### [Your instructions]
Would you transcribe each entry precisely as it stands, setting aside any images?

(Dataset entries)
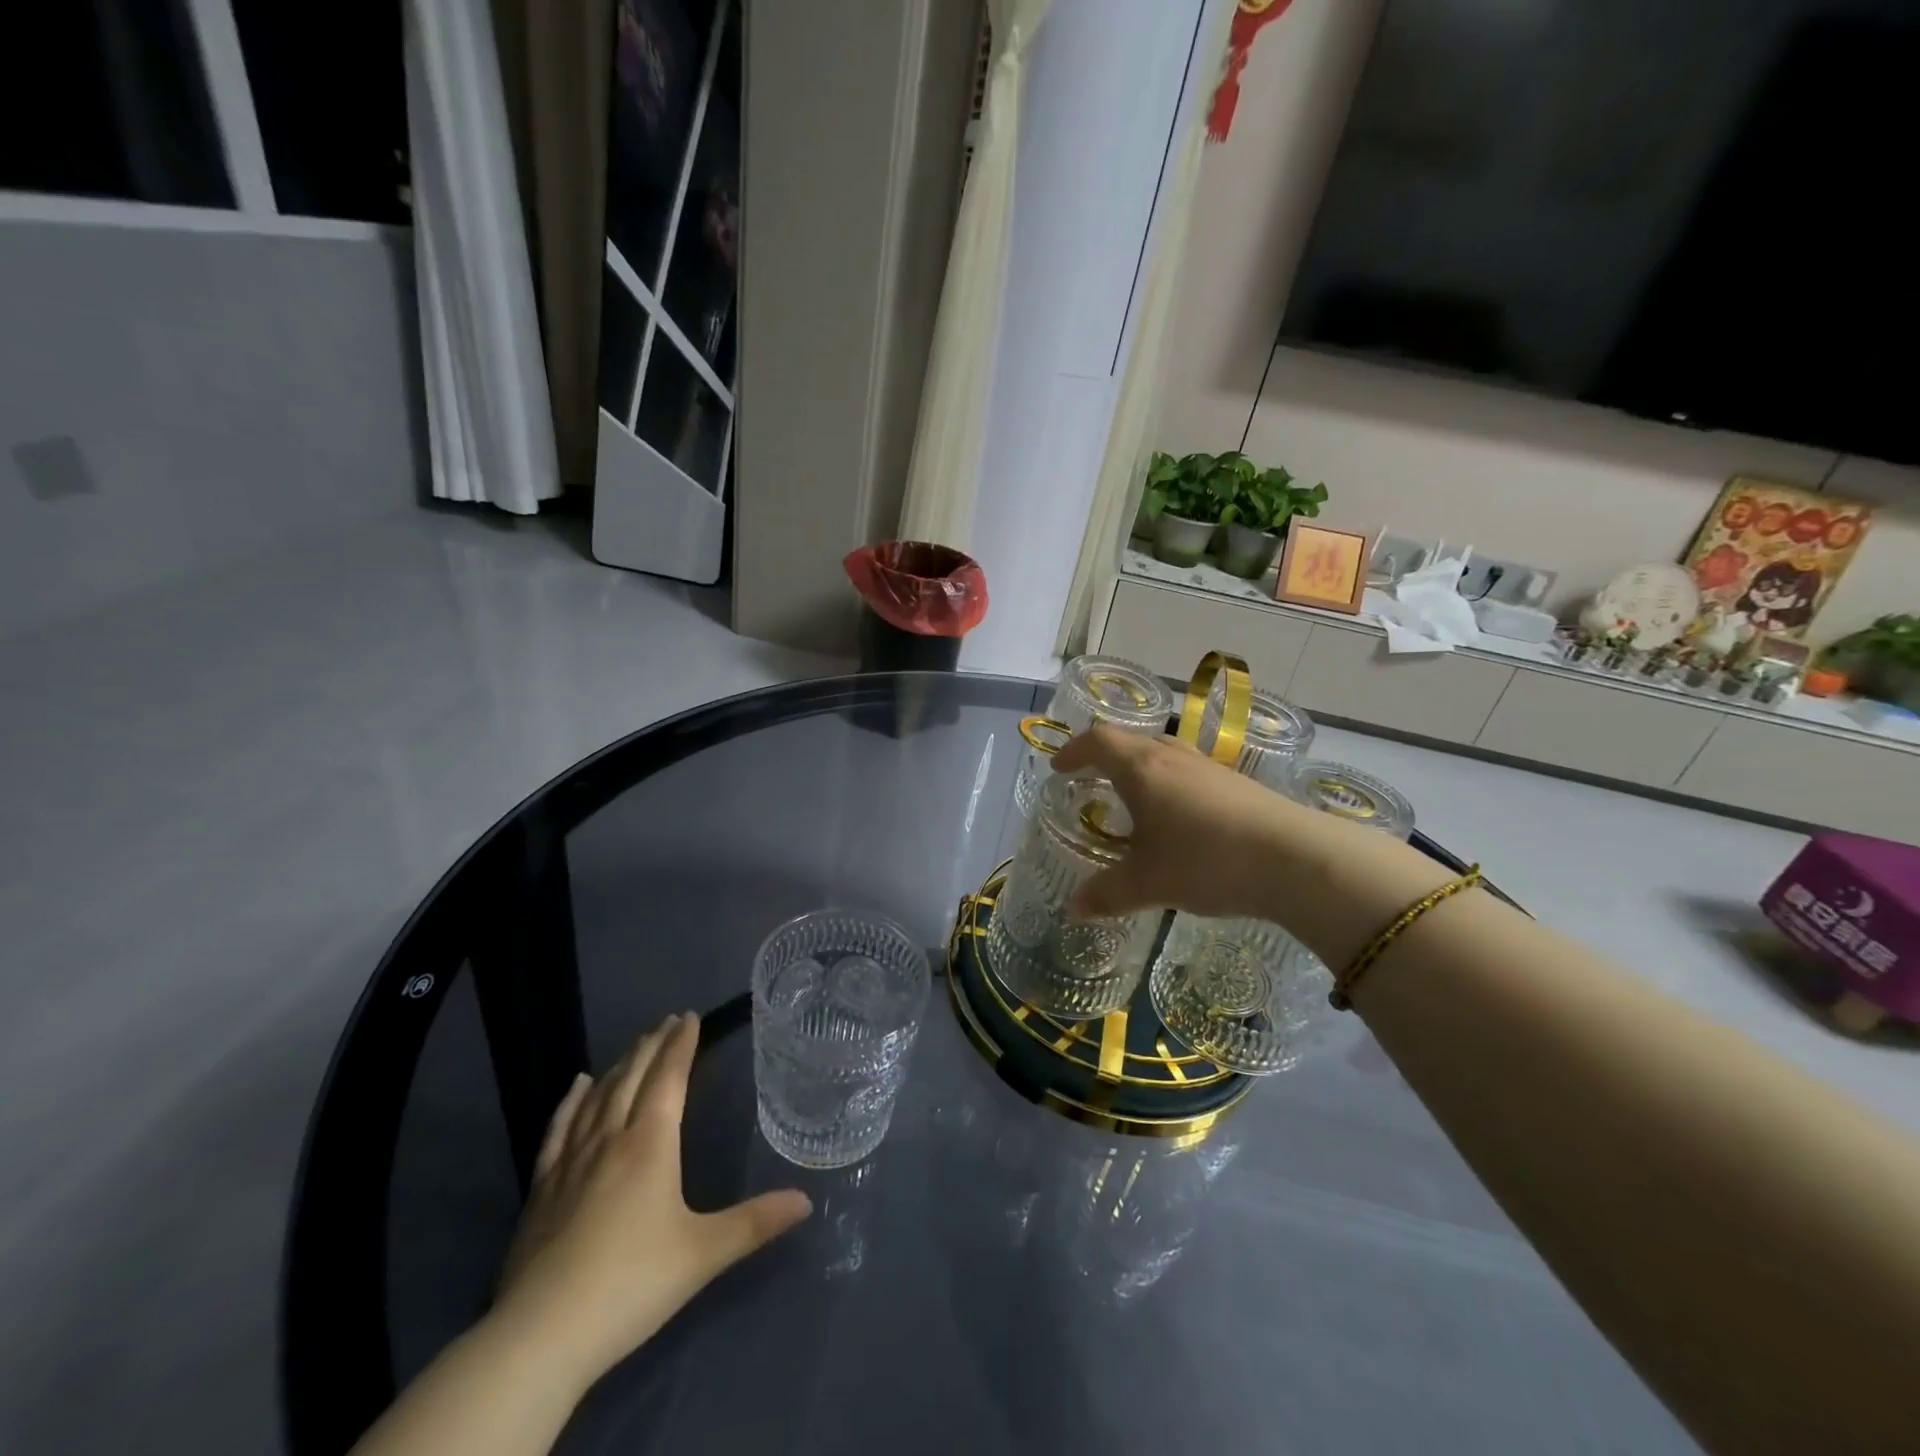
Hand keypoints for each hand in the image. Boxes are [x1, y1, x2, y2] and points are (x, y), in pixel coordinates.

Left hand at [492, 1014, 811, 1387]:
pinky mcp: (542, 1189)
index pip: (669, 1078)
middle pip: (632, 1078)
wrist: (541, 1336)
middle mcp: (611, 1140)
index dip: (680, 1045)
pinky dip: (571, 1102)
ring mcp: (571, 1162)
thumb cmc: (632, 1284)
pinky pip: (560, 1129)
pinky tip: (578, 1085)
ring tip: (634, 1045)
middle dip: (652, 1046)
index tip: (689, 1017)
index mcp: (650, 1144)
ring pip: (599, 1098)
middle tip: (667, 1021)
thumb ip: (755, 1222)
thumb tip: (807, 1200)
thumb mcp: (703, 1253)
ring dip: (619, 1066)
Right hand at [1052, 727, 1447, 965]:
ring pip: (1166, 754)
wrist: (1294, 859)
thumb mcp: (1147, 883)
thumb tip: (1074, 910)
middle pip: (1133, 741)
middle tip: (1093, 781)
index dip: (1074, 751)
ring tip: (1135, 800)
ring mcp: (1210, 768)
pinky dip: (1172, 785)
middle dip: (1107, 757)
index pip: (1099, 741)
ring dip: (1142, 768)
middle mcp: (1173, 758)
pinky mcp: (1238, 785)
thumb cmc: (1204, 861)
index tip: (1060, 768)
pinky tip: (1180, 821)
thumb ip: (1106, 894)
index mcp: (1142, 769)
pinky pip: (1191, 773)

### [Output of the task]
Hand keypoints for each hand in the image. Boxes are [x1, y1, x2, y2] and points are (x, y), in pixel coordinates.

Left hand at [492, 1014, 811, 1387]:
pinky mcp: (542, 1189)
index pip: (669, 1078)
middle pip: (632, 1078)
wrist: (541, 1336)
middle mcp: (611, 1140)
index dip: (680, 1045)
pinky dip: (571, 1102)
ring mcp: (571, 1162)
thumb cmc: (632, 1284)
pinky pip: (560, 1129)
pinky tip: (578, 1085)
ring tip: (634, 1045)
middle dip: (652, 1046)
index tip: (689, 1017)
index mcp: (650, 1144)
ring pip: (599, 1098)
middle tip: (667, 1021)
thumb ip: (755, 1222)
thumb tip: (807, 1200)
thumb mcp: (703, 1253)
ring dip: (619, 1066)
Right hand at [1052, 727, 1447, 965]:
ring pip: (1166, 754)
wrist: (1294, 859)
thumb mcp: (1147, 883)
thumb tip: (1074, 910)
middle pip: (1133, 741)
middle tip: (1093, 781)
index dip: (1074, 751)
ring tip: (1135, 800)
ring mcp: (1210, 768)
pinky dip: (1172, 785)
middle dip: (1107, 757)
index pip: (1099, 741)
ring dip: (1142, 768)
middle mcp: (1173, 758)
pinky mcp: (1238, 785)
thumb cmc: (1204, 861)
index tip: (1060, 768)
pinky tip: (1180, 821)
thumb ip: (1106, 894)
index mcp: (1142, 769)
pinky pip: (1191, 773)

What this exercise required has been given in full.